ORFEU SPAM APOSTILAS

[Volta à Página Principal]

DA COSTA E SILVA

Antônio Francisco da Costa e Silva

(Amarante PI 1885 - Rio de Janeiro RJ 1950)

Começou a compor versos por volta de 1896, para procissões em Amarante (ainda cantados, com modificações, nas festas religiosas do Piauí). Em 1901 foram publicados seus primeiros poemas na Revista do Grêmio Literário Amarantino. Seu primeiro livro de poesia, Sangue, foi lançado em 1909. Nas décadas seguintes exerceu vários cargos como funcionário do Tesouro Nacional e colaborou nos periódicos Diário de Minas, Estado do Amazonas, Ilustração Brasileira e O Malho. Em 1927 ocorreu a publicação do livro Verônica, escrito sob o impacto da perda de sua mulher, Alice, em 1919. Em 1931 foi afastado do Tesouro Nacional; dois anos depois, foi indicado como candidato à Assembléia Nacional Constituinte pelo Partido Republicano Liberal do Piauí, mas não disputou eleições. Entre 1931 e 1945 esteve à disposição da Presidência da República, a pedido de Getúlio Vargas. Sua obra poética inclui os livros Zodíaco (1917), Pandora (1919), Antologia (1934) e os póstumos Poesias Completas (1950) e Saudades (1956). Da Costa e Silva foi poeta simbolista; segundo Alberto da Costa e Silva, seus poemas apresentam "fluente e rica musicalidade de uma linguagem em que existe exata correspondência entre som e sentido e em que cada palavra possui um preciso valor no cantar do verso.". 

 

 

Lady Macbeth

Não na posso entender, senhora, amante ou serva:

Amo-a; não sei dizer se ama, desdenha ou finge.
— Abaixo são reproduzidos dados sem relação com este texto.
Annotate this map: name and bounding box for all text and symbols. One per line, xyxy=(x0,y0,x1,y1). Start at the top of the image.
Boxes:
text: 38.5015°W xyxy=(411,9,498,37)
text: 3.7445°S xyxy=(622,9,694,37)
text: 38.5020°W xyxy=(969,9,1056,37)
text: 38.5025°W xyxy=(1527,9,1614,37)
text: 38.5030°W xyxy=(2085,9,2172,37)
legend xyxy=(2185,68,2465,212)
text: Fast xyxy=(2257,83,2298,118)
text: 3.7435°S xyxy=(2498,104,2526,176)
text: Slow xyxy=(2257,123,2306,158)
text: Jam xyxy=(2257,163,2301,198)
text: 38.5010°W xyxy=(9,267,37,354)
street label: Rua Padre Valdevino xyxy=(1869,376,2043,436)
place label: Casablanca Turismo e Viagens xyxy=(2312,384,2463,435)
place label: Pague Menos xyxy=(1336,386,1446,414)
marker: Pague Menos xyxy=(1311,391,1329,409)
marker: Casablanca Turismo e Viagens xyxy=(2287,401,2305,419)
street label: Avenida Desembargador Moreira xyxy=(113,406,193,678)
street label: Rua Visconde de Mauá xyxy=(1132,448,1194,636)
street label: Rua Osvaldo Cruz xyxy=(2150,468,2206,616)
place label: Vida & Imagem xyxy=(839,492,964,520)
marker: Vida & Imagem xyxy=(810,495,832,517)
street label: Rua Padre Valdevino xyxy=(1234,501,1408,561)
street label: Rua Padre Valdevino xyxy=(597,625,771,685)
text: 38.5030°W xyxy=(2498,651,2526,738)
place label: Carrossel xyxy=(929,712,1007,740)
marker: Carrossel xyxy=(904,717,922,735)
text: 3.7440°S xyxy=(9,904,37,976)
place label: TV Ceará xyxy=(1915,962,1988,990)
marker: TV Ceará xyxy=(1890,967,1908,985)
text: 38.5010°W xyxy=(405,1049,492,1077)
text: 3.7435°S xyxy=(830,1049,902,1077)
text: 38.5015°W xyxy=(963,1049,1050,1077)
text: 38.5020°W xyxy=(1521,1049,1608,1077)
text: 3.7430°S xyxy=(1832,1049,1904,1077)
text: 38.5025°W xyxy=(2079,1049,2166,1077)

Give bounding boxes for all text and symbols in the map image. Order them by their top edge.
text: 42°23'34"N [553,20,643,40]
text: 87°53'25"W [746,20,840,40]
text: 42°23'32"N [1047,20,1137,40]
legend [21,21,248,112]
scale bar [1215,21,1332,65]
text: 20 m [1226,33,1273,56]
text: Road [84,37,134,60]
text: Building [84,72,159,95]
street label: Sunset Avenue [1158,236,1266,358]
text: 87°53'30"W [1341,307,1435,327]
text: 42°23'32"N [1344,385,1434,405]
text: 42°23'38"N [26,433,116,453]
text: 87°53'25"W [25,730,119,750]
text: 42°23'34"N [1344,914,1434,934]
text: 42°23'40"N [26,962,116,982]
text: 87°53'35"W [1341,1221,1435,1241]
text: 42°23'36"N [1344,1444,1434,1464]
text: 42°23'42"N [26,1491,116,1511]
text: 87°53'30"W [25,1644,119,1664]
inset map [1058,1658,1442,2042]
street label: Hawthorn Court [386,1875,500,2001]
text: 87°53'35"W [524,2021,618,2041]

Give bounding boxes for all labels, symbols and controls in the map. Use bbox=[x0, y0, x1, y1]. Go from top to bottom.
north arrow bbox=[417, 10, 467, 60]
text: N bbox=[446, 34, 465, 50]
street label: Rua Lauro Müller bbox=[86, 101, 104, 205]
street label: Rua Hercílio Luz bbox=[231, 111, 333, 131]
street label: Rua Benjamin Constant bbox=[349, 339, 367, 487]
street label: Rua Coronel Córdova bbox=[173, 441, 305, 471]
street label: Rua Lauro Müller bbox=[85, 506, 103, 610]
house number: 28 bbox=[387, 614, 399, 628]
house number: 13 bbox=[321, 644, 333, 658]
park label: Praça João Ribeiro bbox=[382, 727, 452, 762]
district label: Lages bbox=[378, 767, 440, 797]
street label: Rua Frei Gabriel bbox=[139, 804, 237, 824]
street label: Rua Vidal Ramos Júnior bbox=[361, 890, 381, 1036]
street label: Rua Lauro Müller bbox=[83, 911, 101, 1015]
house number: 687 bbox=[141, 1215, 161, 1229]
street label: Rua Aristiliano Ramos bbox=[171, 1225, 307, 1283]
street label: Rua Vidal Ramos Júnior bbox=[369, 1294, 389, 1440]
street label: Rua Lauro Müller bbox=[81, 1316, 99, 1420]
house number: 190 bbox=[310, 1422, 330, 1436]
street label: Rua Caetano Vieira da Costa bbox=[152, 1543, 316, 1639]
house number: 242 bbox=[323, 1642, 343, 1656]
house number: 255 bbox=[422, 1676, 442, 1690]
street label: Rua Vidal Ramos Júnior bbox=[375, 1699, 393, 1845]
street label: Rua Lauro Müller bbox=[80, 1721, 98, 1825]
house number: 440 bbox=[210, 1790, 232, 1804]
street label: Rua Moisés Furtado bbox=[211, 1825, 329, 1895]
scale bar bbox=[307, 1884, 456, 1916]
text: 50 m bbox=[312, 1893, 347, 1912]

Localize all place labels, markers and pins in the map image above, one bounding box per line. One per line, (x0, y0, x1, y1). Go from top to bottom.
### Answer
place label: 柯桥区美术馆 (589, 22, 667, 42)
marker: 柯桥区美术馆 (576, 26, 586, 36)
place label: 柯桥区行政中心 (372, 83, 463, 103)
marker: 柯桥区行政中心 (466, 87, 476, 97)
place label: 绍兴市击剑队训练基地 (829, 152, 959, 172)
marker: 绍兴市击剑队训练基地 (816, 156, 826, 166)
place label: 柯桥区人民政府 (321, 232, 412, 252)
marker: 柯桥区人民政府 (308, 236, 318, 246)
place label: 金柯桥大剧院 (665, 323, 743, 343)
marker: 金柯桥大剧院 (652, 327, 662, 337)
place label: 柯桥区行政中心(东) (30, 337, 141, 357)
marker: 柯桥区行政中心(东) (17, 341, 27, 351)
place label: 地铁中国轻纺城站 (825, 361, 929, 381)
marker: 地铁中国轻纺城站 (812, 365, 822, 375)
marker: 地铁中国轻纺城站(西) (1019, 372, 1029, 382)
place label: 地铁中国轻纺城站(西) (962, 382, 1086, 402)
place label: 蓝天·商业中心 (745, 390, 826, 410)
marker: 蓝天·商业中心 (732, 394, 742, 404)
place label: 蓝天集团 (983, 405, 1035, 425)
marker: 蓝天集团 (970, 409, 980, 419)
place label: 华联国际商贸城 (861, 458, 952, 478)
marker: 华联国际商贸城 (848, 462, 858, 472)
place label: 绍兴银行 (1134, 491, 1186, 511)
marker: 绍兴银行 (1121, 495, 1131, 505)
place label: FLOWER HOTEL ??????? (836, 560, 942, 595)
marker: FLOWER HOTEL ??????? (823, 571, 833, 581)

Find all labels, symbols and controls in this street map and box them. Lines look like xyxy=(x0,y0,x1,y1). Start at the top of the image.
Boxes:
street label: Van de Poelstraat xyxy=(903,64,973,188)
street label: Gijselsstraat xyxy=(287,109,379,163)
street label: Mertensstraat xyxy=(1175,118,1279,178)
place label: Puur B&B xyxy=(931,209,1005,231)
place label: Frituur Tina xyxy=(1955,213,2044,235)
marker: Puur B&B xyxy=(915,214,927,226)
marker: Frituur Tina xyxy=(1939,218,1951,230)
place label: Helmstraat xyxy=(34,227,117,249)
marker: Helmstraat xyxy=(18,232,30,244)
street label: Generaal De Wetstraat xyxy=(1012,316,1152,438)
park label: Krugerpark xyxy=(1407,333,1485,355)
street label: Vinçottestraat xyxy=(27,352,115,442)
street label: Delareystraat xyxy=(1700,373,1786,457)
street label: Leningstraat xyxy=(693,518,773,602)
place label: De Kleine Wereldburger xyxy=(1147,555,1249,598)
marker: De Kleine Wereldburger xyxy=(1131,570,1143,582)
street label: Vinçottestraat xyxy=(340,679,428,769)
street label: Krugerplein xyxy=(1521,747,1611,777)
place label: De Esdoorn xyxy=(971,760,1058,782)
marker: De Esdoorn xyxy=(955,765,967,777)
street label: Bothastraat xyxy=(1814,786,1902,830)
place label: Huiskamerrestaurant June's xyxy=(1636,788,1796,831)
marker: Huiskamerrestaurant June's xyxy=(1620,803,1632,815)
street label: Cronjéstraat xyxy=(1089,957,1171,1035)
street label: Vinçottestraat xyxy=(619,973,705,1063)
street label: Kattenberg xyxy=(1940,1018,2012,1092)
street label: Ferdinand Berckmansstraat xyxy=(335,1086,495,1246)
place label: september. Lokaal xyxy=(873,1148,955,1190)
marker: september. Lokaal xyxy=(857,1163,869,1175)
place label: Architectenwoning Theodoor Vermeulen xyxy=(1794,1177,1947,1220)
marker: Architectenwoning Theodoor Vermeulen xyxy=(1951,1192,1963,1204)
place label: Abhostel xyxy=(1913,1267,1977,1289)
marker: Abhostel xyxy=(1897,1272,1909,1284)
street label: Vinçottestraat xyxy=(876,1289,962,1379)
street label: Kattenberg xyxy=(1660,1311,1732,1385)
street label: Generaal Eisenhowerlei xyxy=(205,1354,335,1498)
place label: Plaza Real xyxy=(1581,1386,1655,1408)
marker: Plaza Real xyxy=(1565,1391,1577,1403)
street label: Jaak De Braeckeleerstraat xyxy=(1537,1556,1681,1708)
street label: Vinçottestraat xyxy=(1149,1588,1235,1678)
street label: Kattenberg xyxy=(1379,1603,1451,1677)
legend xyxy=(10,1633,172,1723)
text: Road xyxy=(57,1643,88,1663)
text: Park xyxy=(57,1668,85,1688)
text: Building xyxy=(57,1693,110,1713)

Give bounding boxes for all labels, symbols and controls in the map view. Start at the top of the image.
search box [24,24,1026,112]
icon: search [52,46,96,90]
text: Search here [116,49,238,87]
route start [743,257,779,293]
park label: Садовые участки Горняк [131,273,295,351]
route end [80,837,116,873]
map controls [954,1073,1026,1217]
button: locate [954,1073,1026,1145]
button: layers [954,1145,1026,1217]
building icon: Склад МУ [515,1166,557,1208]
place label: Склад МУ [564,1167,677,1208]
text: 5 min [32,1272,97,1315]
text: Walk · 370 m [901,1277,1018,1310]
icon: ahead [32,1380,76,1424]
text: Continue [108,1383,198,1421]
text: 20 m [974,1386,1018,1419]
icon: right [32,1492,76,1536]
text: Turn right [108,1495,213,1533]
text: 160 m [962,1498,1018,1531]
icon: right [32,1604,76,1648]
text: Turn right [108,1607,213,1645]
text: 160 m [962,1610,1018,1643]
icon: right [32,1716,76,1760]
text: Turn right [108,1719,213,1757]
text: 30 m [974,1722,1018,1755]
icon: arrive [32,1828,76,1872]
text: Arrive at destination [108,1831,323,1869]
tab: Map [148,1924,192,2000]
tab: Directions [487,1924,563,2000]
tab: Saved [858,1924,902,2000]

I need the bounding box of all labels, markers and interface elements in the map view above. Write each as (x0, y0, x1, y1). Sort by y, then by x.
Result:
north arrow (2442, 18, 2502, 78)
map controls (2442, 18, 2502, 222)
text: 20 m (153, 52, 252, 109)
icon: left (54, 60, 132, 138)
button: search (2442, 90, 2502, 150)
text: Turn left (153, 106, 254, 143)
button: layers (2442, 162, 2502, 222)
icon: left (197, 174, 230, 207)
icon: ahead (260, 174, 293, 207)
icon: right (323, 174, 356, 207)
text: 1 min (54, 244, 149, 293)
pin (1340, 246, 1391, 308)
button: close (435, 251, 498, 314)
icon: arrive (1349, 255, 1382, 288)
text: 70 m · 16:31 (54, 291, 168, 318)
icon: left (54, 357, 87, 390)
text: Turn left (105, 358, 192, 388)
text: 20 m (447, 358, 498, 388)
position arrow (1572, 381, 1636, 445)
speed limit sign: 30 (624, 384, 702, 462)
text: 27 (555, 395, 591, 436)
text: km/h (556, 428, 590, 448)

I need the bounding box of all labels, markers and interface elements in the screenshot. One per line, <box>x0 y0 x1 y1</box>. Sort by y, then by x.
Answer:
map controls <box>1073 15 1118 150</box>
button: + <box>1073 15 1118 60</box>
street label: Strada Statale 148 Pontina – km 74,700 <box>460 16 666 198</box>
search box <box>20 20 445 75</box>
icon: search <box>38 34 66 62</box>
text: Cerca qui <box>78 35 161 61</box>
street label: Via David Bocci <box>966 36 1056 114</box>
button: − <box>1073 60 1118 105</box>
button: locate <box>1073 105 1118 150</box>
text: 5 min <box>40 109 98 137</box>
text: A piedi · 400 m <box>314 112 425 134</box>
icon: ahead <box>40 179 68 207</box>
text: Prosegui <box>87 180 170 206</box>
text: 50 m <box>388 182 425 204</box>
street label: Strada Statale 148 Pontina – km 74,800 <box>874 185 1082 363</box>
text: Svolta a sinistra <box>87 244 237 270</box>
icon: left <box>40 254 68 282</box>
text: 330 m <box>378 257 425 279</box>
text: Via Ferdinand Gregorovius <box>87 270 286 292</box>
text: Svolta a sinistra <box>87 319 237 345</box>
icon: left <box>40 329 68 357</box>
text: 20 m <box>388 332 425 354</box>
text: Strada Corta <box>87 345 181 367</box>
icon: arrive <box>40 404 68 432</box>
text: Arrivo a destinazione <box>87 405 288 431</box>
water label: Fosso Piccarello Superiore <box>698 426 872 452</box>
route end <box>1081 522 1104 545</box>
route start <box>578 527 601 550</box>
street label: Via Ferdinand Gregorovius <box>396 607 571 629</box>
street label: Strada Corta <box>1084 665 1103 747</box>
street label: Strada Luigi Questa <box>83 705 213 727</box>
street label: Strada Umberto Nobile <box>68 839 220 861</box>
Embora! Meu amor todo a ela se reserva,

Porque meu nobre ideal só a ela se restringe.

 

Conto-lhe a minha dor, mas a voz não atinge

Seu coração pueril; e imóvel se conserva,

Na impassível mudez dolorosa de esfinge,

Nessa atitude real de estátua de Minera.

 

Fixo nos olhos seus os meus olhos de lince,

E um vago e estranho encanto o alvor das formas lhe unge

De uma graça imortal, que não há quem destrince...

 

Lembra Nossa Senhora aureolada num nicho;

E fulge em seu olhar, de um brilho que compunge,

Toda a revelação de um bizarro capricho...

 

As Horas

As Horas cismam no ar parado:
— Passado.

As Horas bailam no ar fremente:
— Presente.

As Horas sonham no ar obscuro:
— Futuro.

 

Madrigal de um Louco

L u a !
Camélia
Que flutua
No azul. Ofélia
Serena e dolente,
Fria, vagando pelas
Alturas, serenamente,
Por entre os lírios das estrelas;
Santelmo aceso para a Saudade;
Luz etérea, simbólica, perdida
Entre os astros de ouro pela imensidade;
Esfinge da Ilusão no deserto da Vida!
Lâmpada do Sonho, lívida, suspensa...
Vaso espiritual dos meus cismares,
Custódia argêntea da minha crença,
Ó Rosa Mística dos ares!
Unge o meu ser, na apoteose
Da tua luz, e eu frua,
Cismando, a pureza
Da luz e goze
Toda a tua
Tristeza,
L u a !

 

O Carrossel Fantasma

Ganhei o dia a meditar na minha vida,
porque a saudade me levou à longínqua Amarante
que cisma, talvez por mim, debruçada sobre as águas
lentas e sonolentas do Parnaíba
a rolar para o mar como eu para o mistério...
Então, num sonho de criança convalescente,
vem-me à memória o carrossel que fascinava,
no seu giro constante, os meninos de minha idade:
Cesário, Luís, Holanda... meus irmãos Nica e Joca,
na vertigem do carrossel arrebatados tão cedo!

Tal qual o largo da matriz em noites de novena,
meu pensamento se ilumina de uma luz ardente e doce
como a dos balõezinhos pendentes dos arcos verdes,
festonados de folhagens e frementes de bandeirolas...
E vejo, com os olhos de hoje, ao fundo do largo em festa,
o mesmo carrossel ruidoso da minha ruidosa infância,
rodando... rodando... rodando continuadamente...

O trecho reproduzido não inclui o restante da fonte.